En este cuadro plasma la visión caótica de la ciudad moderna. Vemos que, a partir de un cortejo fúnebre, unos personajes grotescos desfilan amontonándose detrás de un ataúd sobre el que se sienta un enorme esqueleto que parece burlarse de quienes se mueven en ese ambiente infernal.
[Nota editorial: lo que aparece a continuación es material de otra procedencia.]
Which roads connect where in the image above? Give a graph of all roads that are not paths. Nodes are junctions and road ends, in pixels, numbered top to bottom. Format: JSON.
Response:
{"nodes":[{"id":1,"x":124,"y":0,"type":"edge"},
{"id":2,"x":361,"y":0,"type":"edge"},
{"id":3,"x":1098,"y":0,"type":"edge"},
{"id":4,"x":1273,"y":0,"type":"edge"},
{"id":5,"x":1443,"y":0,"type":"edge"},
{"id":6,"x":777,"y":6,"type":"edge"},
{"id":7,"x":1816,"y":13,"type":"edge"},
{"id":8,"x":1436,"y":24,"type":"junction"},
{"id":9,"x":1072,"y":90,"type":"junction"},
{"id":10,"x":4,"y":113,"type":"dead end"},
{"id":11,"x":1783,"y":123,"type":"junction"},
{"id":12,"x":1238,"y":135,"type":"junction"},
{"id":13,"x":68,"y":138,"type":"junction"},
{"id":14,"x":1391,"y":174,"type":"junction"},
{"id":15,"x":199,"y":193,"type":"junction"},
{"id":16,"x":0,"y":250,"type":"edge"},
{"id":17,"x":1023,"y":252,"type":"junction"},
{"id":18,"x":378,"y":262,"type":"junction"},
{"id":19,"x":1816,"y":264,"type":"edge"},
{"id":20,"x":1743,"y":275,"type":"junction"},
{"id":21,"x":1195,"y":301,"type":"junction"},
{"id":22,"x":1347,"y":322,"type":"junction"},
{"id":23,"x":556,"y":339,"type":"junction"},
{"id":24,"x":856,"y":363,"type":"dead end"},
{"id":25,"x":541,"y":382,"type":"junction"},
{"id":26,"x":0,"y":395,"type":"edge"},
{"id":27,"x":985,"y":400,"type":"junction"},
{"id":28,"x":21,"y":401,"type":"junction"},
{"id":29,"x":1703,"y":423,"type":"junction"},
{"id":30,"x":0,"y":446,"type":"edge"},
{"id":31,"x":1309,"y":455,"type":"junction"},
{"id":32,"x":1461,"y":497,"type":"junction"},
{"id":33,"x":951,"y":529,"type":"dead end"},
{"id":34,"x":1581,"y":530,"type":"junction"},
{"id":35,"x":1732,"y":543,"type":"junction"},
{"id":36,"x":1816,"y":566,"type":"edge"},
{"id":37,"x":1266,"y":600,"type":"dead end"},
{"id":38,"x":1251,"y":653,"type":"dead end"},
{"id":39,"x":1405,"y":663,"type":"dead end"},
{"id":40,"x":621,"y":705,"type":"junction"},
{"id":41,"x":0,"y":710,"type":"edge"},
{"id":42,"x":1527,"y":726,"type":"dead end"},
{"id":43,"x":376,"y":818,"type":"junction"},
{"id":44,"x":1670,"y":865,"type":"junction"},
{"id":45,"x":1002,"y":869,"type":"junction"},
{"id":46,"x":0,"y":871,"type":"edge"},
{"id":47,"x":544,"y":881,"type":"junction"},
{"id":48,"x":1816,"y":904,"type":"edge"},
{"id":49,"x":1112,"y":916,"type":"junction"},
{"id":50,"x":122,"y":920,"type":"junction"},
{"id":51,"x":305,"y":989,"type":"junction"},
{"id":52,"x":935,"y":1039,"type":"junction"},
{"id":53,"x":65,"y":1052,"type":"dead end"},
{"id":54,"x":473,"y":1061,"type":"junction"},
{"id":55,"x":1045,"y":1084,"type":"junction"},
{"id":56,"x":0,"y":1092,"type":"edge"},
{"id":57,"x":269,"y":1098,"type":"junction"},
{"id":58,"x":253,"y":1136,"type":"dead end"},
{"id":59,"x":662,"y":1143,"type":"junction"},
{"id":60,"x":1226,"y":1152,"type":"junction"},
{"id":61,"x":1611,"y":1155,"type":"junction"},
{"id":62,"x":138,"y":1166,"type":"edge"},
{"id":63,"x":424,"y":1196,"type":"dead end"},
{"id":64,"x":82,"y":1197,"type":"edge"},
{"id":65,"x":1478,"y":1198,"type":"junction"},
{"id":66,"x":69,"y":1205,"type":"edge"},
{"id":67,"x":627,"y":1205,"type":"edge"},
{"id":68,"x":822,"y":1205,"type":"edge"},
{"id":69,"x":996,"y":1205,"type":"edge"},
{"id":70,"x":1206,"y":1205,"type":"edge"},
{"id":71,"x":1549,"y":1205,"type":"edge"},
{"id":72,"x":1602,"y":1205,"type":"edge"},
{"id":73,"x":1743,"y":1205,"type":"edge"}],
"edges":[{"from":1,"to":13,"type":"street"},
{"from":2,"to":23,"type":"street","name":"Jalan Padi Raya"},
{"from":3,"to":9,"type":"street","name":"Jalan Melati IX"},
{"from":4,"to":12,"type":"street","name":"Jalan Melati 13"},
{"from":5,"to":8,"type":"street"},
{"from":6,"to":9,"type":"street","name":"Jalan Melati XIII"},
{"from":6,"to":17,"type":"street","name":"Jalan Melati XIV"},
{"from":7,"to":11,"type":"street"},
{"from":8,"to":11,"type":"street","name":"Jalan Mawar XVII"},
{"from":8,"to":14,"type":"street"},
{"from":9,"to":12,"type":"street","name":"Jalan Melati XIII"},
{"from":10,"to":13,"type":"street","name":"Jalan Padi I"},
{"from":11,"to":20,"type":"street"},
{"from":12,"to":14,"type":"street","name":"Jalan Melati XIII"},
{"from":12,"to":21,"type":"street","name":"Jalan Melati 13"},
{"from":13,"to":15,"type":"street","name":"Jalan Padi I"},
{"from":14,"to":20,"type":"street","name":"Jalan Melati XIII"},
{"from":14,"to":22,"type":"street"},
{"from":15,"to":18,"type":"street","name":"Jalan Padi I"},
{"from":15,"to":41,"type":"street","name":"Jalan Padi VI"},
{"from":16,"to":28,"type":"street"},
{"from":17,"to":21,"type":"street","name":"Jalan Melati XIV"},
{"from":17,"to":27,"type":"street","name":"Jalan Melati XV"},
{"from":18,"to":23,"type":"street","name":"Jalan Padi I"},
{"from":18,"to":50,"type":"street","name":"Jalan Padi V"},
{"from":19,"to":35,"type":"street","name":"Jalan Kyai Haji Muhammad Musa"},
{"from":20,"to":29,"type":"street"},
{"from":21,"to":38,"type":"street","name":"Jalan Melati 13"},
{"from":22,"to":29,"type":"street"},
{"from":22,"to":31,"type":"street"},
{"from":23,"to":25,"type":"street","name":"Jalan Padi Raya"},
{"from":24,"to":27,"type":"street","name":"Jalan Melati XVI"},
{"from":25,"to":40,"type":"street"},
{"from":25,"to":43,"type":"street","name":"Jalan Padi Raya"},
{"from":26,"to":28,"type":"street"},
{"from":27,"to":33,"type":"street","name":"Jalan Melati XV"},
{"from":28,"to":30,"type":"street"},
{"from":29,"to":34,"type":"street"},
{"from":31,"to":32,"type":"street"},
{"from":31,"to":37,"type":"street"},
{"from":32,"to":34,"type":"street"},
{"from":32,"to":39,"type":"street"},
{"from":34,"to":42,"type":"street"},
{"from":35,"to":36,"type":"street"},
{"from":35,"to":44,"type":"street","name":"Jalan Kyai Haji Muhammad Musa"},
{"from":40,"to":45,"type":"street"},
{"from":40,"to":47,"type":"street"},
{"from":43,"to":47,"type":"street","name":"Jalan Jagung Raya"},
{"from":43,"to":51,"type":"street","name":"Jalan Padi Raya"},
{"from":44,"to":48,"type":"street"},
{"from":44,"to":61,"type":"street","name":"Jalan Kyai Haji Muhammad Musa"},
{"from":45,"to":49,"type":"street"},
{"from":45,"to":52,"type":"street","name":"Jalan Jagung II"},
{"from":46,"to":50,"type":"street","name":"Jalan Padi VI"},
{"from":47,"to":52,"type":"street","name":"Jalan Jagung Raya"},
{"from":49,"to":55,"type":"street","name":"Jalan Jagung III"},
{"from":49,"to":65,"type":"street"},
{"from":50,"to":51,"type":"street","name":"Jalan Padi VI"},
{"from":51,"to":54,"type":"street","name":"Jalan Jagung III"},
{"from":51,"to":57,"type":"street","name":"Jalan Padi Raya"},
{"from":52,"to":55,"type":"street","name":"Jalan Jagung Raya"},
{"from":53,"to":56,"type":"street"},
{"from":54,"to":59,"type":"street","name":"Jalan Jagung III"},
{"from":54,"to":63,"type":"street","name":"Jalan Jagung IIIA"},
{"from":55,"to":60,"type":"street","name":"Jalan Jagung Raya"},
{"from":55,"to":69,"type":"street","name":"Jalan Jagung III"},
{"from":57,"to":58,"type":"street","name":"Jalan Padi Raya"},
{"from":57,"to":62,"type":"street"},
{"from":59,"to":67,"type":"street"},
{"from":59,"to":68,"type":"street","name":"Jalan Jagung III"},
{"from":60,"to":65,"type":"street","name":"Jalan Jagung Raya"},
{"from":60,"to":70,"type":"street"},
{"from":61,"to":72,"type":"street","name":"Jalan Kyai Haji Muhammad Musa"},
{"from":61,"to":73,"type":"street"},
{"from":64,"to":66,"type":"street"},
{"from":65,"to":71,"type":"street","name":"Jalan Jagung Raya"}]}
Esta idea de caos y furia se refuerza con el uso que el pintor hace del omnipresente rojo, color que evoca el fuego, la sangre y la guerra.


El anterior lienzo lleva el título de La explosión, fenómeno que también en nuestra época nos ha tocado contemplar, tal como acontece en la actualidad en la guerra que ha desatado la Rusia de Putin contra Ucrania, por lo que casi al momento somos espectadores de bombardeos y ataques a distintos edificios de ciudades y pueblos de este país.

Esto tiene un doble valor: por un lado, nos hacemos conscientes de los niveles de destrucción que se puede alcanzar cuando se desata un conflicto bélico de este nivel; en sentido contrario, nos sentimos abrumados e impotentes al contemplar el horror que genera esta guerra a la que por ahora no se le ve ningún horizonte de finalización.


A George Grosz cada vez se le hace más insoportable el ambiente político de su país, por lo que, en 1933, decide salir de Alemania y trasladarse a Estados Unidos. Fija su residencia en Nueva York, donde ejerce como profesor en distintas escuelas de arte, al tiempo que abre una propia, con lo que tiene los medios económicos básicos de subsistencia.

El estar lejos de las tensiones que se viven en Europa da lugar a que pierda, en gran medida, la agresividad y la fuerza de sus obras precedentes. Ha cumplido ya cuarenta años y necesita el sosiego que no encontraba en su país. Esto se refleja en sus obras que, aun teniendo un fondo de carácter social, no muestran la tensión, el caos y el horror de sus primeros años, tal como se aprecia en los dos lienzos anteriores.

Mientras tanto, en Alemania sus obras son sistemáticamente perseguidas por el nuevo régimen. Así, en la famosa exposición que se llevó a cabo en Múnich, en 1937, con la denominación de Arte degenerado, se le catalogaba de personaje enfermo y de un artista que no cumplía con los valores estéticos y morales de la nueva nación nacionalsocialista.

Finalmente, un año antes de fallecer regresa a Alemania, lo que es de suponer que supuso cierta reconciliación con el país que lo vio nacer. Sus restos, muy visitados por quienes admiran su obra, ahora reposan en el cementerio Friedhorf Heerstraße de Berlín.